Le colpe, l’impegno sociale e personale nel quotidiano sono come i versi che vengono fatti per «scrollarsi un peso/ e passare al seguente». Ne discende un atteggiamento verso la vita fatto di pragmatismo e speculazione il cui contrappeso è costituito dall’amicizia. Il «fastidioso debito» è sempre presente e la sua ammissione non ha nessuna funzione redentrice né salvifica, ma altri non è che la coscienza spietata che tutto riannoda. In buona sostanza, assistiamo a una parabola civile in cui testimonianza e disamina storico-autobiografica costituiscono i due poli della poetica.

Altro punto fondamentale della poesia di Sereni è costituito dalla topografia: se da un lato abbiamo a che fare con il mero scenario in cui si svolgono gli eventi, dall’altro la scelta dei luoghi non è mai casuale ed è caricata di una funzione simbolica. La Cisa, Zenna, Creva, Belgrado, l’Algeria, Via Scarlatti e Luino sono le tappe che scandiscono l’esistenza del poeta, i varchi che portano da un momento all’altro della storia ricostruendo il quadro di un’esistenza singola e di un intero periodo consegnato alla storia.

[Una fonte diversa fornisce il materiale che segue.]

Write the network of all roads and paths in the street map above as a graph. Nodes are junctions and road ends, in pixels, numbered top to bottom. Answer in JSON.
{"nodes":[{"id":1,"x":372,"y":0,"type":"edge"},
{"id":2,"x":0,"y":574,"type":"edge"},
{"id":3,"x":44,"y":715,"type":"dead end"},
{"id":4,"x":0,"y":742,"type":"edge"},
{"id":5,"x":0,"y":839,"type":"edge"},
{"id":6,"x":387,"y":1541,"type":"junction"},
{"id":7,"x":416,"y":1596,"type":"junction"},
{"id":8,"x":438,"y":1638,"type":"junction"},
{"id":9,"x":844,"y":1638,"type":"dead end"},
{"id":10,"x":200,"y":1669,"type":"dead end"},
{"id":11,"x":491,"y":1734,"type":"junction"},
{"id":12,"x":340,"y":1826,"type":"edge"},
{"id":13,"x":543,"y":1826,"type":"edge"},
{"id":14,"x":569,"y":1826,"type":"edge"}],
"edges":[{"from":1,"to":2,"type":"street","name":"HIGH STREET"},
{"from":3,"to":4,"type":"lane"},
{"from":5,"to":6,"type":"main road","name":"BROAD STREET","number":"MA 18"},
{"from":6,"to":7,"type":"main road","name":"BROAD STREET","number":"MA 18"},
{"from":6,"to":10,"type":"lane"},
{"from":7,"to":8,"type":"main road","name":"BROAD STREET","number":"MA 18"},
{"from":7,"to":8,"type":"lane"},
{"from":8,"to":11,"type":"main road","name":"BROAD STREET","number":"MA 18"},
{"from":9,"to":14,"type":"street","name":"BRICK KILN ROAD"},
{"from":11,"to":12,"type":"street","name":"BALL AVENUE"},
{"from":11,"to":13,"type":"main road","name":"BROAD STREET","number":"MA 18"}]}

L’attenzione alle classi sociali e alle loro difficoltà (“Una visita in fabbrica”) così come il riguardo verso i fatti storici più eminenti (“Frammenti di una sconfitta”, “L’otto settembre”) è costante, una vera vocazione.

La poesia di Sereni è una lirica profondamente intima, pragmatica e scandita da un linguaggio semplice, soppesato e, per lo più cristallino, ma mai scontato. Nella sua vita, come nella sua opera, ci sono molti influssi novecenteschi che, a tratti, il poeta cerca di superare.

In conclusione, la poesia di Sereni ha un’indubbia aspirazione al diarismo e al romanzo in versi in cui, l’io (e le sue innumerevoli sfaccettature) è il protagonista assoluto della narrazione. La lirica dell’autore è, in una parola, «onesta», come avrebbe detto Umberto Saba, portatrice di valori universali e mediata da uno spirito dolorosamente pacificato. Sereni si era sempre tenuto fuori dalla querelle letteraria, preferendo il silenzio e il lavoro alle luci della ribalta e mondanità. Tra i suoi estimatori c’erano Attilio Bertolucci, con il quale condivideva l’aspirazione al romanzo in versi (La camera da letto) ed Eugenio Montale che del poeta lombardo apprezzava la coerenza linguistico-discorsiva, l’incisività dei frammenti e la tendenza al canzoniere, inteso sia sul versante amoroso che con l’accezione di cronistoria della vita di un uomo.